Despite its inherent resistance to corrosion, stainless steel tubing installed in a marine environment suffers from different types of corrosion throughout its expected lifetime. Such corrosion can lead to fugitive emissions, lost product, and potential risks. Offshore platform owners and operators can reduce corrosion risks at the outset by specifying more robust tubing materials that offer better corrosion resistance. Later, they must remain vigilant in their inspections of chemical injection, hydraulic, and impulse lines, as well as process instrumentation and sensing equipment, to ensure corrosion isn’t threatening the integrity of the installed tubing and impacting safety.
Localized corrosion can be found on tubing in many platforms, ships, vessels, and offshore facilities. Such corrosion may be in the form of pitting or crevice corrosion, either of which could eat through the tubing’s wall and lead to a release of fluids.
The risk of corrosion is greater when the operating temperatures of the application are elevated. Heat can accelerate the breakdown of the tubing’s protective outer passive oxide film, encouraging pitting to form.

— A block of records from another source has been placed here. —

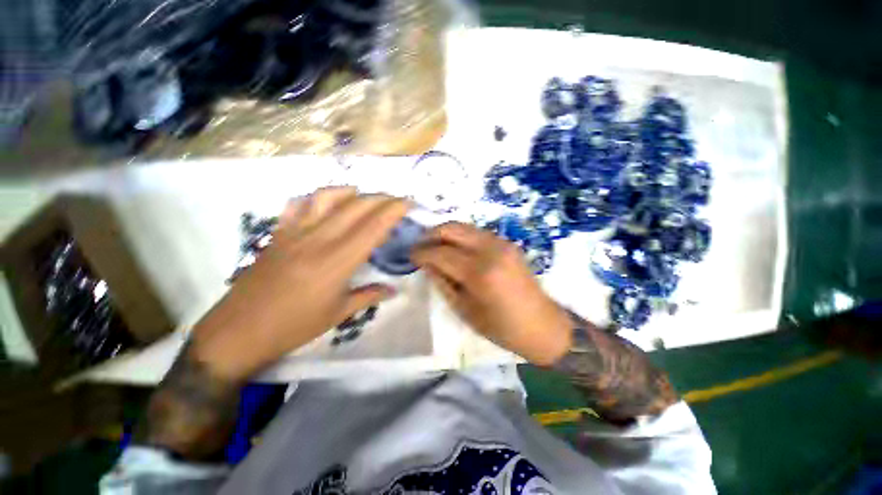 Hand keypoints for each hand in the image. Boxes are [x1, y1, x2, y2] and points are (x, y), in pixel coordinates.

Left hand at [190, 187, 409, 380]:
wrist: (237, 331)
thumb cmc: (293, 327)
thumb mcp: (337, 315)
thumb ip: (369, 296)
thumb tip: (393, 290)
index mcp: (337, 262)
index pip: (373, 227)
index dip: (393, 211)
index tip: (408, 203)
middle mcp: (318, 240)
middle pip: (355, 207)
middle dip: (381, 198)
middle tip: (396, 200)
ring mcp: (295, 233)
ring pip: (327, 198)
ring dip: (351, 192)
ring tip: (364, 197)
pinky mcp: (278, 233)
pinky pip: (298, 204)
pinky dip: (316, 197)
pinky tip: (326, 202)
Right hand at [412, 222, 571, 364]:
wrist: (543, 325)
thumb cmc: (502, 327)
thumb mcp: (465, 311)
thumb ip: (443, 283)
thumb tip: (427, 265)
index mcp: (479, 272)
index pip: (440, 252)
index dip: (421, 252)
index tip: (410, 256)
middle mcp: (490, 249)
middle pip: (452, 228)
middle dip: (430, 234)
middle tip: (420, 247)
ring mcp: (501, 242)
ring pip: (464, 226)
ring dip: (445, 233)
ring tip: (435, 247)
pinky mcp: (507, 243)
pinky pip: (476, 232)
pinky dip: (461, 236)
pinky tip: (455, 249) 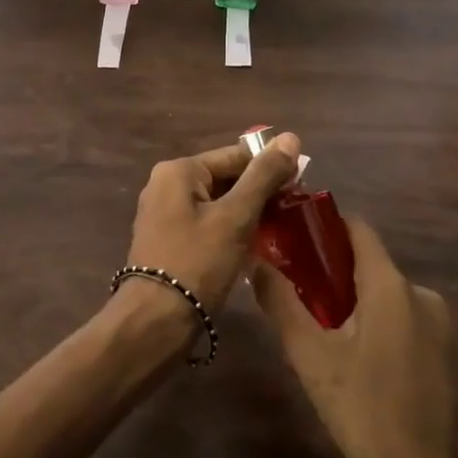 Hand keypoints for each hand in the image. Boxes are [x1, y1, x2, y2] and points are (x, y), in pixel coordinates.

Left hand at [123, 133, 302, 309]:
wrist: (155, 320)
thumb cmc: (197, 262)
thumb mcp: (236, 217)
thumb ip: (263, 176)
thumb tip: (290, 136)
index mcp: (178, 170)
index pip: (234, 155)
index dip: (270, 167)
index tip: (302, 184)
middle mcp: (165, 184)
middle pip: (224, 178)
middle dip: (258, 192)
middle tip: (294, 210)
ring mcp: (163, 213)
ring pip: (216, 202)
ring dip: (247, 213)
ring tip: (280, 228)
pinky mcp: (168, 240)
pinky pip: (206, 223)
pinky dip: (229, 230)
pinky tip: (254, 246)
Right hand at [251, 217, 457, 457]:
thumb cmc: (361, 412)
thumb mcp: (309, 356)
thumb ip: (280, 301)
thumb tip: (256, 262)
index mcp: (391, 288)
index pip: (359, 231)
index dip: (327, 225)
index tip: (298, 232)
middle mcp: (426, 297)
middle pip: (374, 267)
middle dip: (339, 275)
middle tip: (305, 298)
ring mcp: (448, 329)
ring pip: (394, 299)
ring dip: (365, 306)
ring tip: (334, 337)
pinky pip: (415, 326)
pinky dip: (391, 330)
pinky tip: (373, 367) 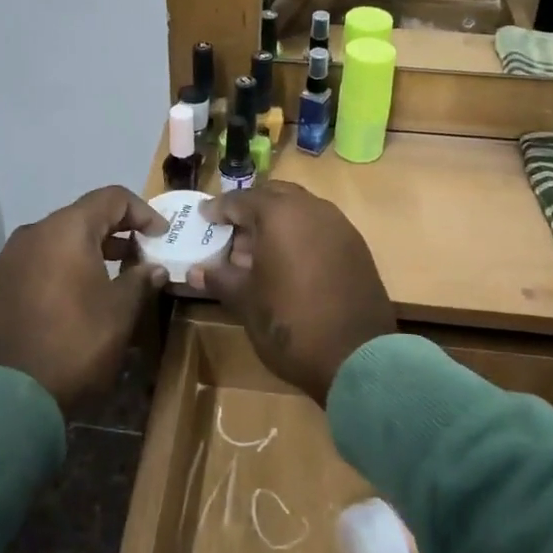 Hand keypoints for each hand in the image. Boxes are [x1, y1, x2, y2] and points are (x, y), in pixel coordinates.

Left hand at [0, 186, 168, 413]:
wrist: (13, 396)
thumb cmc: (77, 343)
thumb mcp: (121, 311)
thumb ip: (140, 280)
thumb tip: (154, 268)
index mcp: (66, 230)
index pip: (111, 198)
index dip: (143, 212)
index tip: (162, 236)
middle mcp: (34, 233)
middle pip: (83, 215)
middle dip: (117, 229)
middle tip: (143, 253)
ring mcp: (11, 258)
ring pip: (60, 237)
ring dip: (91, 247)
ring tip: (117, 271)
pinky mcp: (0, 283)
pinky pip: (41, 258)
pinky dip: (66, 263)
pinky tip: (82, 290)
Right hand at [187, 182, 395, 404]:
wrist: (357, 357)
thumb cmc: (289, 323)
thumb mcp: (245, 301)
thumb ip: (219, 278)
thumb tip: (195, 271)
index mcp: (279, 214)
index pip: (240, 200)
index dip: (218, 209)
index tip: (203, 217)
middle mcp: (311, 209)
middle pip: (274, 196)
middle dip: (250, 209)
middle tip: (231, 231)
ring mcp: (339, 226)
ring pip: (300, 209)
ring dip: (277, 222)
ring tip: (257, 251)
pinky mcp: (356, 246)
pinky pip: (320, 228)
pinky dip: (300, 235)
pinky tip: (288, 263) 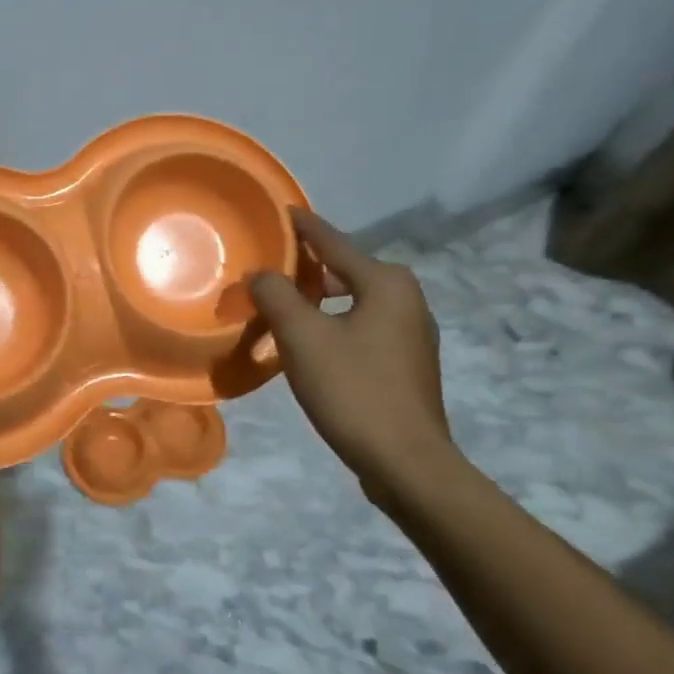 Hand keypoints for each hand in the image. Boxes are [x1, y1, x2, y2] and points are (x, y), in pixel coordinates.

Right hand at [249, 209, 458, 504]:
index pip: (334, 242)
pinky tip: (310, 343)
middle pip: (345, 270)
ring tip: (282, 305)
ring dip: (318, 300)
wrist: (406, 463)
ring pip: (354, 301)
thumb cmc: (353, 390)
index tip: (282, 210)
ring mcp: (412, 333)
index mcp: (386, 283)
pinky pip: (362, 327)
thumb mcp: (302, 337)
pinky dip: (334, 324)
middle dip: (306, 268)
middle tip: (268, 269)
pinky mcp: (407, 364)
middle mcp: (407, 299)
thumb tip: (261, 275)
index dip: (303, 227)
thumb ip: (276, 296)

Unfortunately, localized pitting and crevice corrosion can be difficult to detect, making these types of corrosion more challenging to identify, predict, and design against. In light of these risks, platform owners, operators, and specifiers should exercise proper diligence when selecting the optimal tubing material for their application. Material selection is their first line of defense against corrosion, so it is important to get it right. Fortunately, they can use a very simple, yet highly effective, measure of resistance to localized corrosion known as the Pitting Resistance Equivalent Number (PREN) to make their selections. The higher the PREN value of the metal, the higher its resistance to localized corrosion.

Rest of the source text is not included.